The Archives of the Archdiocese of Baltimore are housed at the Associated Archives at St. Mary's Seminary & University (est. 2002). Located on the campus of the nation's first Roman Catholic seminary, this program brings together the archives of the Archdiocese of Baltimore (est. 1789), St. Mary's Seminary & University (est. 1791), and the Associated Sulpicians of the United States (U.S. Province est. 1903), making it one of the most significant repositories for records relating to the early history of the Catholic Church in the United States.
The collection documents the founding, growth, and development of the Archdiocese of Baltimore from its creation in 1789 through to the present. Records of Archdiocesan offices, including the Archbishop and Chancellor, are maintained by the Archives. Also located in the Archives are the photographic holdings of the Archdiocesan newspaper, The Catholic Review, and microfilm versions of parish sacramental records and the Archdiocesan newspapers.
A detailed description of the Archives' holdings can be found on its website. The website also has a page dedicated to Genealogy, where one can find information on the sacramental records that have survived for the Archdiocese of Baltimore, where to locate records for parishes in the Maryland counties included in the boundaries of the Diocese of Wilmington and Archdiocese of Washington, DC, and resources created and identified to assist genealogists in researching their Maryland Catholic roots.

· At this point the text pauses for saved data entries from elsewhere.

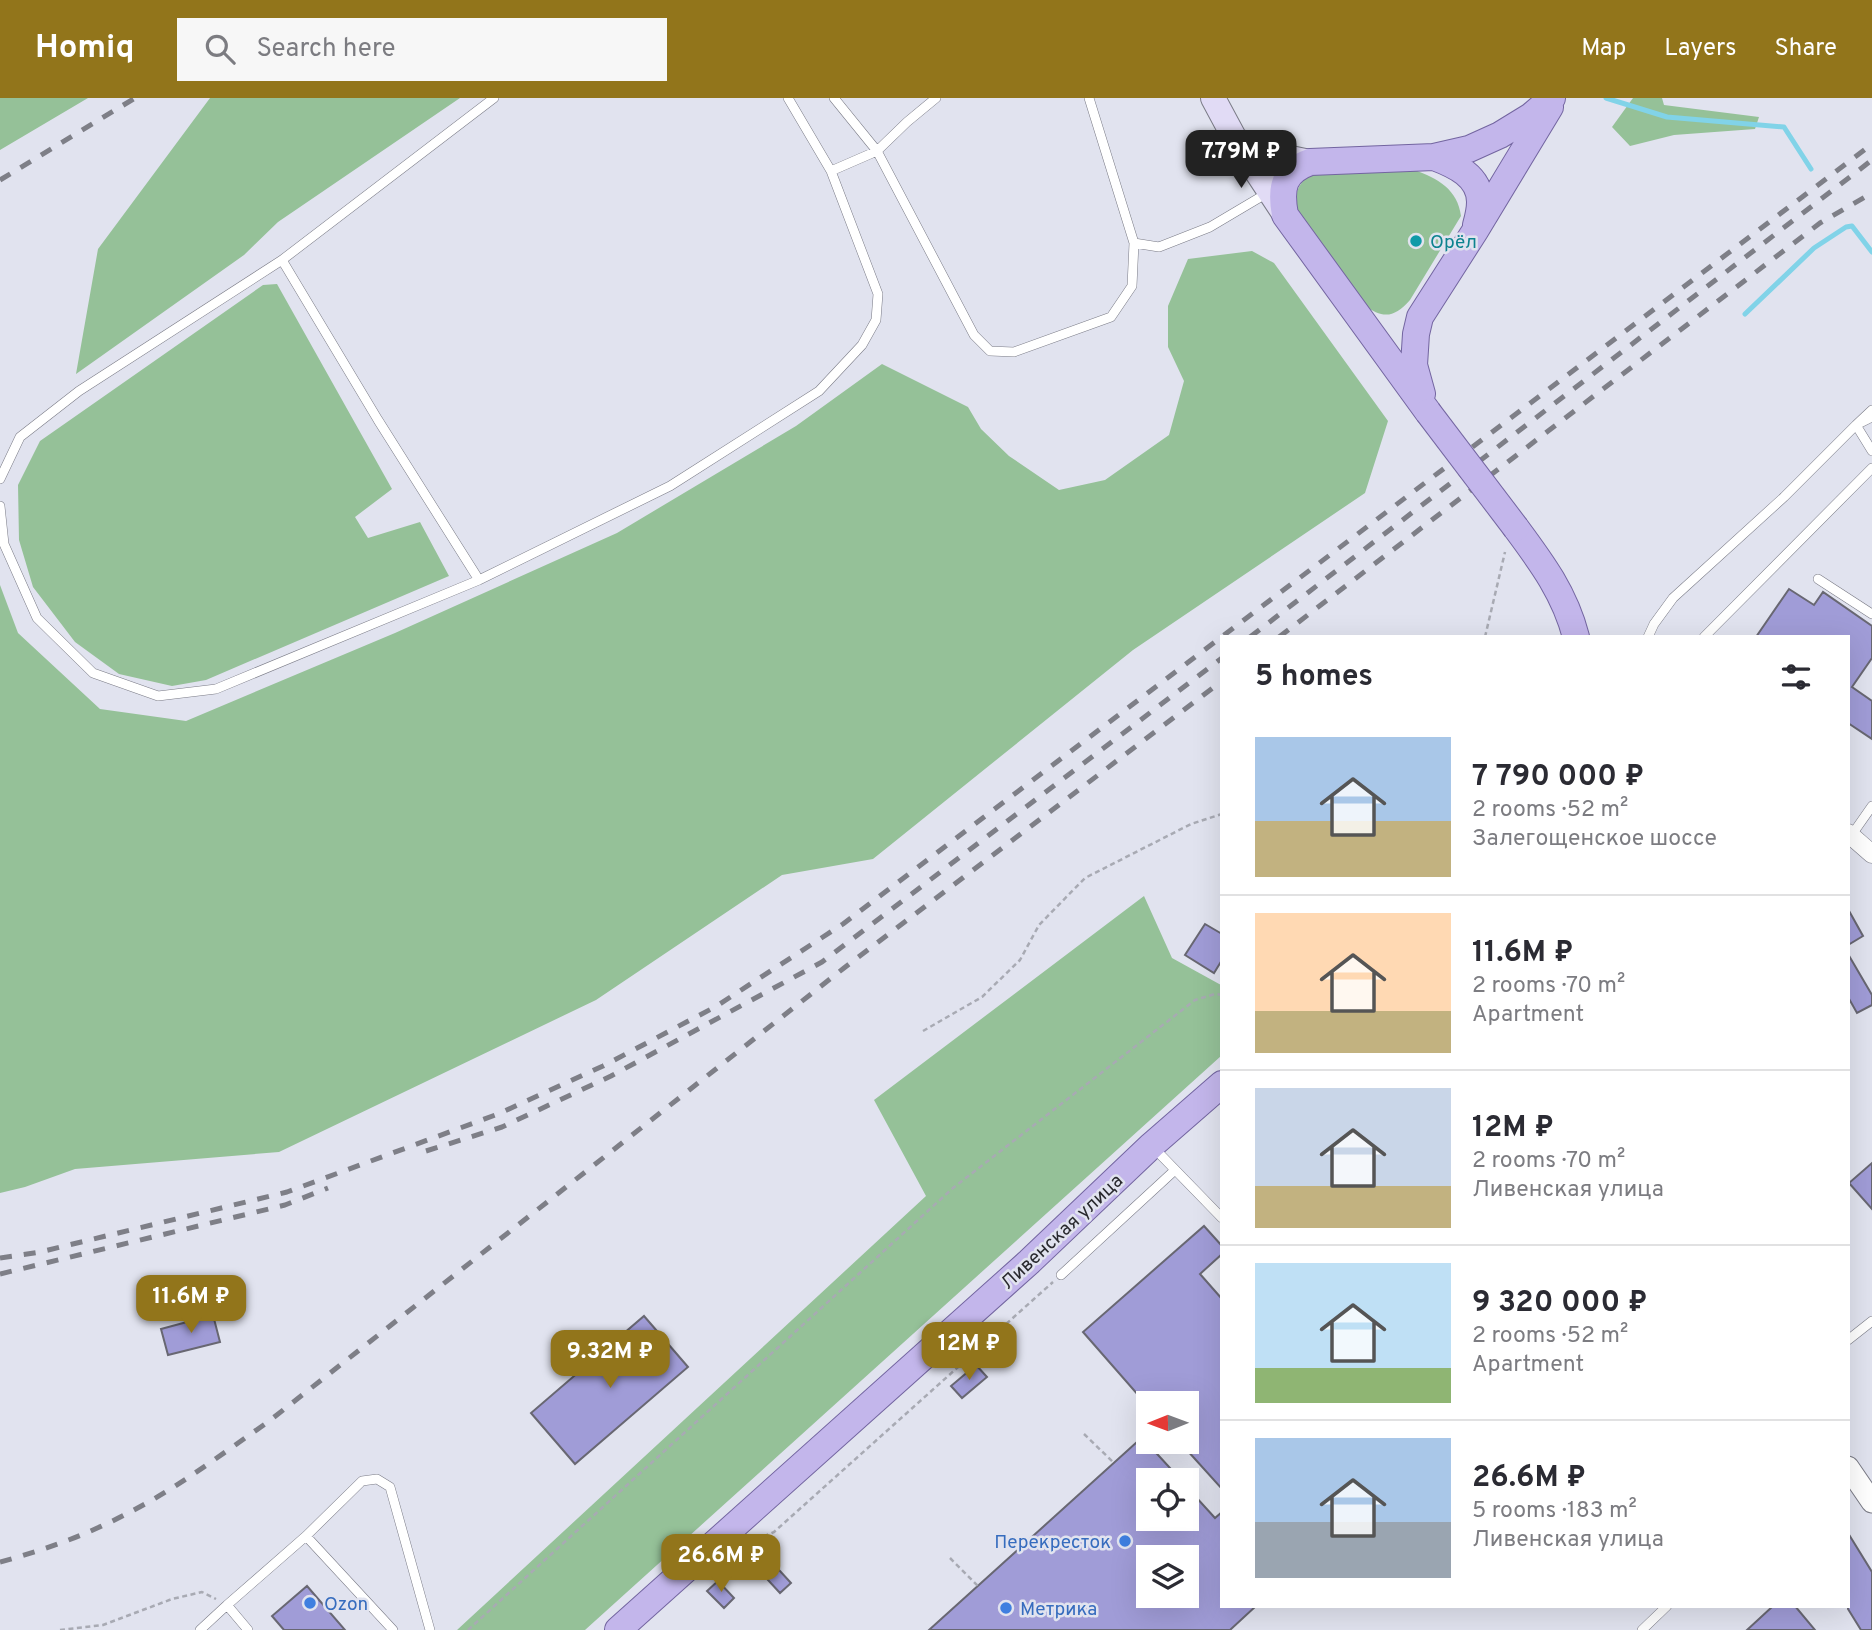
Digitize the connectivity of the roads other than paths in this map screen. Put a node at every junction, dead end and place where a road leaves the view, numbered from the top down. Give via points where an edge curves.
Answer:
1 (494, 98) edge
2 (788, 98) edge
3 (834, 98) edge
4 (936, 98) edge
5 (1089, 98) edge
6 (1213, 98) edge
7 (1554, 98) edge
8 (1235, 139) junction
9 (877, 151) junction
10 (1434, 157) junction
11 (1310, 162) junction
12 (831, 171) junction
13 (1269, 192) junction
14 (1284, 215) junction
15 (1475, 231) junction
16 (1134, 243) junction
17 (282, 260) junction
18 (1420, 317) junction
19 (1368, 329) junction
20 (1872, 410) edge
21 (1428, 412) junction
22 (1872, 417) edge
23 (1856, 425) junction
24 (1872, 452) edge
25 (1872, 468) edge
26 (0, 479) edge
27 (0, 506) edge
28 (1818, 579) dead end
29 (478, 580) junction
30 (1872, 614) edge
31 (1575, 635) edge
32 (1649, 635) edge
33 (1706, 635) edge
34 (1872, 806) edge
35 (1850, 833) edge
36 (1850, 835) edge
37 (1872, 854) edge
38 (1220, 1086) edge
39 (1152, 1145) junction
40 (1175, 1170) junction
41 (1220, 1216) edge
42 (1061, 1275) road end
43 (1872, 1321) edge
44 (1850, 1338) edge
45 (1850, 1470) edge
46 (1872, 1502) edge
47 (306, 1536) junction
48 (227, 1605) junction
49 (1665, 1608) edge
50 (200, 1630) edge
51 (248, 1630) edge
52 (393, 1630) edge
53 (429, 1630) edge
54 (618, 1630) edge
55 (1642, 1630) edge

1 - 17 lane
2 - 12 lane
3 - 9 lane
4 - 9 lane
5 - 16 lane
6 - 8 main road
7 - 10 main road via 1500,135
7 - 15 main road
8 - 11 main road via 1272,155
8 - 13 main road
9 - 12 lane
9 - 16 lane via 974,335 990,351 1014,352 1111,317 1132,286
10 - 11 main road
10 - 15 main road via 1457,166 1474,182 1480,200
11 - 14 main road via 1288,176 1283,188
12 - 29 lane via 878,294 876,320 862,345 819,391 670,486
13 - 14 main road
13 - 16 lane via 1210,227 1159,247
14 - 19 main road
15 - 18 main road
17 - 26 lane via 79,391 20,437
17 - 29 lane
18 - 19 main road via 1398,332
18 - 21 main road via 1414,365
19 - 21 main road
20 - 23 lane
21 - 31 main road, bridge via 1548,571
22 - 23 lane
23 - 24 lane
23 - 32 lane via 1673,598
25 - 33 lane
27 - 29 lane via 4,544 37,618 93,673 158,696 216,689
28 - 30 lane
34 - 35 lane
36 - 37 street
38 - 39 main road, Ливенская улица
39 - 40 lane
39 - 54 main road, Ливенская улица via 1030,1262
40 - 41 lane
40 - 42 lane
43 - 44 lane
45 - 46 street
47 - 48 lane
47 - 52 lane
47 - 53 lane via 362,1482 377,1479 390,1487
48 - 50 lane
48 - 51 lane
49 - 55 lane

Please note that the Archives only has records for parishes within the current boundaries of the Archdiocese of Baltimore, which is comprised of the following counties: Allegany, Anne Arundel, Baltimore, Baltimore City, Carroll, Frederick, Garrett, Harford, Howard, and Washington. The Archdiocese's earliest records are those for St. Peter's pro-Cathedral (1770-1841) in Baltimore City and date back to 1782.
Prior to the creation of the Archdiocese of Baltimore, the Society of Jesus, or the Jesuits, were in charge of the mission to Catholics in the British colonies of North America, which was headquartered in Maryland. Very few records have survived for the colonial and revolutionary periods and none prior to 1759. The majority of these records have been transcribed and published in works that include Edwin Beitzell's The Jesuit Missions of St. Mary's County (rev. ed.; priv. publ., 1976), Joseph C. Cann's History of Saint Francis Xavier Church and Bohemia Plantation Now Known as Old Bohemia (Old Bohemia Historical Society, 1976)*, Timothy O'Rourke's Catholic Families of Southern Maryland: Records of Catholic Residents of St. Mary's County in the Eighteenth Century (Baltimore: Genealogical Publ. Co., 1985) and Colonial Source Records: Southern Maryland Catholic Families (Parsons, KS: Brefney Press, 1981), F. Edward Wright's Vital Records of the Jesuit Missions of the Eastern Shore, 1760-1800 (Silver Spring, MD: Family Line Publications, 1986), and Agnes Kane Callum's Flower of the Forest: Black Genealogical Journal (1982- 1998).
Individuals interested in sacramental records for parishes outside the current boundaries of the Archdiocese of Baltimore will need to contact the diocese responsible for that territory today for assistance.